### Your instructions
Which lines of the data below hold "nodes"? Copy each of them.

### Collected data
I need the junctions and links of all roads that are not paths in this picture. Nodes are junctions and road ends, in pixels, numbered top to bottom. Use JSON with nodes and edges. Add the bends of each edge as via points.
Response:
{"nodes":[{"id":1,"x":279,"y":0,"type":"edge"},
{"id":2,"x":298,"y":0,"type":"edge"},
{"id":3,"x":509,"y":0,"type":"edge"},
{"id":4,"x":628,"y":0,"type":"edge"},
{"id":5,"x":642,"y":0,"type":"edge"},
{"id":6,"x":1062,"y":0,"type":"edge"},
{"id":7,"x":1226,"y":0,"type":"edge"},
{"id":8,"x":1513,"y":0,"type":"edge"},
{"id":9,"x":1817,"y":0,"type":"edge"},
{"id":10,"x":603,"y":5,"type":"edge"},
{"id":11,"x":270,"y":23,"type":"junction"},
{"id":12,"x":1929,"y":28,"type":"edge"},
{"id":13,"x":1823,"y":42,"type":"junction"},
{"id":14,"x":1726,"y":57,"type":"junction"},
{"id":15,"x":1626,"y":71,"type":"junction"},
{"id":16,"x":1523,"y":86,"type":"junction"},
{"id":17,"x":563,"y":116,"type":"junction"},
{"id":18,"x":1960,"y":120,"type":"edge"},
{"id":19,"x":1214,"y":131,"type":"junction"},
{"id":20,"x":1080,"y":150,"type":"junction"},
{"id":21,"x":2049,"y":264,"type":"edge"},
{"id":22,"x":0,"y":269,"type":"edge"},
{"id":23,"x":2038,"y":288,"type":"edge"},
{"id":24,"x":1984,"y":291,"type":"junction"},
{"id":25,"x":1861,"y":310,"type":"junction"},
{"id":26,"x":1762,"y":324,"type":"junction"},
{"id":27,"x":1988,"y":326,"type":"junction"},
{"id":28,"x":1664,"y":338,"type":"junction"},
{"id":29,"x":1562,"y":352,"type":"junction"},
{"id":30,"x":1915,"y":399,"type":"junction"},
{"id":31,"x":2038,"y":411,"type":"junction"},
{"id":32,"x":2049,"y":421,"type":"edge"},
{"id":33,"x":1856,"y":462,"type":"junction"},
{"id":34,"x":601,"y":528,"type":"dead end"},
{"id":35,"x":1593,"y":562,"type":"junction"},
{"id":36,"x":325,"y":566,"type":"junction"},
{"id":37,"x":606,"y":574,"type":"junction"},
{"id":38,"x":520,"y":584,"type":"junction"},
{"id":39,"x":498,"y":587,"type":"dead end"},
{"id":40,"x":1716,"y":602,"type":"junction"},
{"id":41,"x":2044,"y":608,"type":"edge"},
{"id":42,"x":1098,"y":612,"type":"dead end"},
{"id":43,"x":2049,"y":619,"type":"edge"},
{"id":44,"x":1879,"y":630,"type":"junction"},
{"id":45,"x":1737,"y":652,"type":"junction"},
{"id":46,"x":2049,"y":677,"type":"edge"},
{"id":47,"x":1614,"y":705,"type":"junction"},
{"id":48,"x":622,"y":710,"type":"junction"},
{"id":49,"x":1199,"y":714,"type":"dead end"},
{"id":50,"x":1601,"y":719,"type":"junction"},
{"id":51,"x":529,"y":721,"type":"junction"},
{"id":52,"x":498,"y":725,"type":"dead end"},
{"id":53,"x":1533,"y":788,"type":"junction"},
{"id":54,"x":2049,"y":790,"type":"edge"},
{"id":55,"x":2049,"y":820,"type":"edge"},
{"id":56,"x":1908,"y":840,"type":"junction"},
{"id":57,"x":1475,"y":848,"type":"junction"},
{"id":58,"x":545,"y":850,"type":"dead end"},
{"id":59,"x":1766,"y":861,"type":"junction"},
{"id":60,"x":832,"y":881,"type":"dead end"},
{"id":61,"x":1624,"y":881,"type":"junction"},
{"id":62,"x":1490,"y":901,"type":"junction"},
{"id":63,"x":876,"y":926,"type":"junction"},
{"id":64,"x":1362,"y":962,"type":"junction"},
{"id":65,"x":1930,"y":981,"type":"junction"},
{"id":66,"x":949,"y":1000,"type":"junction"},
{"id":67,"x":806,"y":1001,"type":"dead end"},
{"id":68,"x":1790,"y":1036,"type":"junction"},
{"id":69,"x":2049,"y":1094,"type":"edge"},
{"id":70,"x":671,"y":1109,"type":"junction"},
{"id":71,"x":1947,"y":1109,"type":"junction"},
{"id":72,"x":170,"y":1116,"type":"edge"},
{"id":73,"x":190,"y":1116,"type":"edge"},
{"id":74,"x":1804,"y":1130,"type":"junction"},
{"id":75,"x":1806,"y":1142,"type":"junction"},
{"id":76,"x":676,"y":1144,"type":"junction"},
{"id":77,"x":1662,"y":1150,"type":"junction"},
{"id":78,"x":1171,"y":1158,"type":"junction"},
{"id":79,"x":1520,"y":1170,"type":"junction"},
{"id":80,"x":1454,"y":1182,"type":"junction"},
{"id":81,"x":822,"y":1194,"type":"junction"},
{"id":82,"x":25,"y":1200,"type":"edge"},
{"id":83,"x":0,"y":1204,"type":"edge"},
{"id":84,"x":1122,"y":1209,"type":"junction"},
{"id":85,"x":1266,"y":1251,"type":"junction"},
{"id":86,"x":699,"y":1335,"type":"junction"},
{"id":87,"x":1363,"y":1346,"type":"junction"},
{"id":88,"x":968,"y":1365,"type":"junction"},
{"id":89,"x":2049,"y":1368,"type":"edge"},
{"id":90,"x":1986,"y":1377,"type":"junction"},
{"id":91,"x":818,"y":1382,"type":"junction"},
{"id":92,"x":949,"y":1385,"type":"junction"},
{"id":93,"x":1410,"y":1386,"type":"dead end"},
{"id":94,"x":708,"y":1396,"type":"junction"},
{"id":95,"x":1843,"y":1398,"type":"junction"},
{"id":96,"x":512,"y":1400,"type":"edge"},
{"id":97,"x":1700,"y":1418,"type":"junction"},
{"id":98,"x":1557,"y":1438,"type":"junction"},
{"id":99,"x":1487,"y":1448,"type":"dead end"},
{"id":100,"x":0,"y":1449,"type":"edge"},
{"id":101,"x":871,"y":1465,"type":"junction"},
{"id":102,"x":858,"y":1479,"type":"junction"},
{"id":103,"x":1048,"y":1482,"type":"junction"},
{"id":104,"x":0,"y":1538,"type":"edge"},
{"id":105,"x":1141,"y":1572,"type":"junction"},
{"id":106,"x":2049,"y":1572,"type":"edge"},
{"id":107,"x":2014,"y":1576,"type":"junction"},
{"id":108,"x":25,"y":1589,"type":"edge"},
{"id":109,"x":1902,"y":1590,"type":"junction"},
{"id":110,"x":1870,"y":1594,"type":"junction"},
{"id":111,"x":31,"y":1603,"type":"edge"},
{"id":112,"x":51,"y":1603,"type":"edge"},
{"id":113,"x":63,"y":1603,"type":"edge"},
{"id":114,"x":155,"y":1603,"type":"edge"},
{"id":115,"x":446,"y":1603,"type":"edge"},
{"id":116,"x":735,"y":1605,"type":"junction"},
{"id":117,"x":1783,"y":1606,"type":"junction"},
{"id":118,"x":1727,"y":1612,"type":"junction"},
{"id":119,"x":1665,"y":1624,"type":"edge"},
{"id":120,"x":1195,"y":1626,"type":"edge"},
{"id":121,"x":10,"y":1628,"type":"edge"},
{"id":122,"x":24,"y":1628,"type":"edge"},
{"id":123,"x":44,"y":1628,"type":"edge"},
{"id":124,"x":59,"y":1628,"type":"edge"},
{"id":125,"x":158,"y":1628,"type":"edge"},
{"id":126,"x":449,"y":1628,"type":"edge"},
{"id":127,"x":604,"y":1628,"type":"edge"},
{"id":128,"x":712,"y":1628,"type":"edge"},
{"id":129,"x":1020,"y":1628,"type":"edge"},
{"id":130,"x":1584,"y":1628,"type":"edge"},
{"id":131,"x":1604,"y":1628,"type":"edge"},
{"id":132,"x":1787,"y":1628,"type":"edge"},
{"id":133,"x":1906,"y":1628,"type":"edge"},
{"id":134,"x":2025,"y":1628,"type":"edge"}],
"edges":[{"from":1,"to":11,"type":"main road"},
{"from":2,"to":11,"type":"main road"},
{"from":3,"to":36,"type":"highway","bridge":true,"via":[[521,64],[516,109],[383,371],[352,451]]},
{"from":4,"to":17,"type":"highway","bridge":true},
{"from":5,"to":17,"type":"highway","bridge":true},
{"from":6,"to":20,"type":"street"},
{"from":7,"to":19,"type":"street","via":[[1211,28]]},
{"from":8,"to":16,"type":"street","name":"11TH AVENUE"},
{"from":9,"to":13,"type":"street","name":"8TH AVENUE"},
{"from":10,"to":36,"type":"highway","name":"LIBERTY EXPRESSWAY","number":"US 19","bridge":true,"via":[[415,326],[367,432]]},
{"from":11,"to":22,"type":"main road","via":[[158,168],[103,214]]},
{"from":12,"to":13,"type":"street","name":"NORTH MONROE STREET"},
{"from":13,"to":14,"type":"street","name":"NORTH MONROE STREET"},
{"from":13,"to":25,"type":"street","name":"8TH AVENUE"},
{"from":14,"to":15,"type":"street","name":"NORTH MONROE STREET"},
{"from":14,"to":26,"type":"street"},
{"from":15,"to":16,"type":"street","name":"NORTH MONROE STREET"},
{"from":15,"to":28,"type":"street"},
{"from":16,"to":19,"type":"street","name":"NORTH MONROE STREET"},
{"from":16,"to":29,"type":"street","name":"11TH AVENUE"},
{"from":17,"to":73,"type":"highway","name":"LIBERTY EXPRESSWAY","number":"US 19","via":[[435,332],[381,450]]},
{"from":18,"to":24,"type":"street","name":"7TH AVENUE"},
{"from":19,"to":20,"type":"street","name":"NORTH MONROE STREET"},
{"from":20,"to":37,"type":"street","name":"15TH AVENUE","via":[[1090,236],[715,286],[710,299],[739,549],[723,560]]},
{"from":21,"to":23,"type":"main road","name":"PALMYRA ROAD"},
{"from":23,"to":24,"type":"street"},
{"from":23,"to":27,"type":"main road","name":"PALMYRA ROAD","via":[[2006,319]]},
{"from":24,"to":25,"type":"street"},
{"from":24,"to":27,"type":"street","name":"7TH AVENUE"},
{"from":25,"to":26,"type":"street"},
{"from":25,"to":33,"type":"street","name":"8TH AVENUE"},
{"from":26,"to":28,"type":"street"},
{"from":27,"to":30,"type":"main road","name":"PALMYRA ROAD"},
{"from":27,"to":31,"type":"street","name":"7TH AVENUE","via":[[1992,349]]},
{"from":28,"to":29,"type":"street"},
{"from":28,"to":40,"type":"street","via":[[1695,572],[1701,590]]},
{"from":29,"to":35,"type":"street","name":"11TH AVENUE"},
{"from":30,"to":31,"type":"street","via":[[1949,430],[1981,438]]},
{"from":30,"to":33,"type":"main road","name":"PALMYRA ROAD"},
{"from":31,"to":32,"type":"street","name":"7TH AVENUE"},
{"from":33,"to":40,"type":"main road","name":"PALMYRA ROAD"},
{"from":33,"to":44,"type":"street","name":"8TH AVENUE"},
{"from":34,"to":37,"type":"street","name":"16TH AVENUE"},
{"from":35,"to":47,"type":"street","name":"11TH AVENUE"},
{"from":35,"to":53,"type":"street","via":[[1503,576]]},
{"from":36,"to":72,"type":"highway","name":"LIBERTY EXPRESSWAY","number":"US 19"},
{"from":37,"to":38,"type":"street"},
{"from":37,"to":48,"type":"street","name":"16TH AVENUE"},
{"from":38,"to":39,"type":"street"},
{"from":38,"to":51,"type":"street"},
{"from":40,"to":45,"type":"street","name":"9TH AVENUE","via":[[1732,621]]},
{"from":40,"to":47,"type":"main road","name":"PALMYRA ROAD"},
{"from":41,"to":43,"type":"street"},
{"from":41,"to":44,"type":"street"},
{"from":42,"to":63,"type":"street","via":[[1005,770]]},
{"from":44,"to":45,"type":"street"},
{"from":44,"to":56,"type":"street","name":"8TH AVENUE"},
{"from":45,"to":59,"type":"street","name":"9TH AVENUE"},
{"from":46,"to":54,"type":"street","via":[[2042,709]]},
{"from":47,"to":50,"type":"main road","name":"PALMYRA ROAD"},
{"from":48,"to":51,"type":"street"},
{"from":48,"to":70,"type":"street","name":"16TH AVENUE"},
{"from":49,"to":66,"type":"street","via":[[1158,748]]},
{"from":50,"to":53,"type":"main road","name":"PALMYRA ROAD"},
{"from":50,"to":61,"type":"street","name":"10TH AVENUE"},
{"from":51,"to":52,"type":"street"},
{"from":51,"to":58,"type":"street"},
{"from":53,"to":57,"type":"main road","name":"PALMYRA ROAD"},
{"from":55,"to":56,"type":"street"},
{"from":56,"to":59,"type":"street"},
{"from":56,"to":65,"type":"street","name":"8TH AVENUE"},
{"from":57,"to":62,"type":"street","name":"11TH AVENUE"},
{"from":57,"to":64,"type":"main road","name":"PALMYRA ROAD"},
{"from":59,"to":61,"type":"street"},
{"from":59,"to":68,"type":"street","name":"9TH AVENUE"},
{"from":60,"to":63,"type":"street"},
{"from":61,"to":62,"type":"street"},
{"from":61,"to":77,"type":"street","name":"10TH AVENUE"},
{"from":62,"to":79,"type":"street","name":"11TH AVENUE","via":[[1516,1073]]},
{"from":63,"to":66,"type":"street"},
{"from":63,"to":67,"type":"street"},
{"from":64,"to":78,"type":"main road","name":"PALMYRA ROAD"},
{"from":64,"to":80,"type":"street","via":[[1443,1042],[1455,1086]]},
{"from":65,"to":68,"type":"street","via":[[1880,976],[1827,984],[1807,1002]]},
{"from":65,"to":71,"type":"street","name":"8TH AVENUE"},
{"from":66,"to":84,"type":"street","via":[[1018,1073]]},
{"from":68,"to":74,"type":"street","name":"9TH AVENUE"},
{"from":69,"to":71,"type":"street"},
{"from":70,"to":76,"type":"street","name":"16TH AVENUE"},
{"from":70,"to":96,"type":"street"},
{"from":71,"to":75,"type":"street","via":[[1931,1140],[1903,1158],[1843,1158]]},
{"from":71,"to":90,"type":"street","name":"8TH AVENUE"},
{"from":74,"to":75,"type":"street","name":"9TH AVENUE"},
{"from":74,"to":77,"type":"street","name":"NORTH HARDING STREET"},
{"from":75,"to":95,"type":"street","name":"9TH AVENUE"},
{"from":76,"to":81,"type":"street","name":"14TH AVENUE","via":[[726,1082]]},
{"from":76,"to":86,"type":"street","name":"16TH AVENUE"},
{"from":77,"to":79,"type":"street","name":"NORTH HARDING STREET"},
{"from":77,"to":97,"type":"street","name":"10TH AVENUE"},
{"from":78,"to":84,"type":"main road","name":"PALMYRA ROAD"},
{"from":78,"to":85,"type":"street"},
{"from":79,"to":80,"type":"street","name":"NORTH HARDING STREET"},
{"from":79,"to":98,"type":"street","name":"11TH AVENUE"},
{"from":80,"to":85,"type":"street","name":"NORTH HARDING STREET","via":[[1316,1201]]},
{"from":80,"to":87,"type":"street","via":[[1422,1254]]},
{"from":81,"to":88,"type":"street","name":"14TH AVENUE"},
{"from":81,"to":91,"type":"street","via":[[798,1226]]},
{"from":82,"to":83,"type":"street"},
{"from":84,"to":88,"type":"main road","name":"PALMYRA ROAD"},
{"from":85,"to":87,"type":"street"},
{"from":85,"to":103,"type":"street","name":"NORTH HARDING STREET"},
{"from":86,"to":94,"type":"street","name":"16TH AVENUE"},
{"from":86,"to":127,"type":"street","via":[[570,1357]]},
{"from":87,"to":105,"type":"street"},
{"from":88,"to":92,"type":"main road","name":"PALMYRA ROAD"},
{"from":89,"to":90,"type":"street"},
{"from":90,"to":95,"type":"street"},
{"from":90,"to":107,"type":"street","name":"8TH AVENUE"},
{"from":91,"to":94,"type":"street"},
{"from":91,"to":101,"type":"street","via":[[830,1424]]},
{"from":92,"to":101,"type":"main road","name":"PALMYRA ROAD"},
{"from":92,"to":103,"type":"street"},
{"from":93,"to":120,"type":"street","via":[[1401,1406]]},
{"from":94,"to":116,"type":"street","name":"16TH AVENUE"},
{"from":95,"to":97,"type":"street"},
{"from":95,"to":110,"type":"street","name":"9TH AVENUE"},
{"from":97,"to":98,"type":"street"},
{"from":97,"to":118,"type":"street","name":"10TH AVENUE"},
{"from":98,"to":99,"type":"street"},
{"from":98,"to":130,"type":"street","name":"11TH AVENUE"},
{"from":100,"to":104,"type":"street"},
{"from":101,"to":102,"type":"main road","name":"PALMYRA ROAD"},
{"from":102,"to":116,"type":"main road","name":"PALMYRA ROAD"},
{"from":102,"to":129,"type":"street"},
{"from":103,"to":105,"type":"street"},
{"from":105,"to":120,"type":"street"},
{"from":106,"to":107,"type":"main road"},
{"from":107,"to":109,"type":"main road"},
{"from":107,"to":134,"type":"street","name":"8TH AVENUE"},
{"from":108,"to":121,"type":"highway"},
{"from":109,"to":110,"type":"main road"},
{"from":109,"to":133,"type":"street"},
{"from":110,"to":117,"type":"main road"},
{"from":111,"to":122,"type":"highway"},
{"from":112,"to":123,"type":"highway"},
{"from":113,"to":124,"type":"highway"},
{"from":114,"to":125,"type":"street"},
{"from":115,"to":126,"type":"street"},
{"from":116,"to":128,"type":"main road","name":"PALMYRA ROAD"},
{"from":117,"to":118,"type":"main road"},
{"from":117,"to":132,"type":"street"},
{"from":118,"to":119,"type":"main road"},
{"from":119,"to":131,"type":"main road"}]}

### Solution to the problem
I need the junctions and links of all roads that are not paths in this picture. Nodes are junctions and road ends, in pixels, numbered top to bottom. Use JSON with nodes and edges. Add the bends of each edge as via points.
{"nodes":[{"id":1,"x":279,"y":0,"type":"edge"},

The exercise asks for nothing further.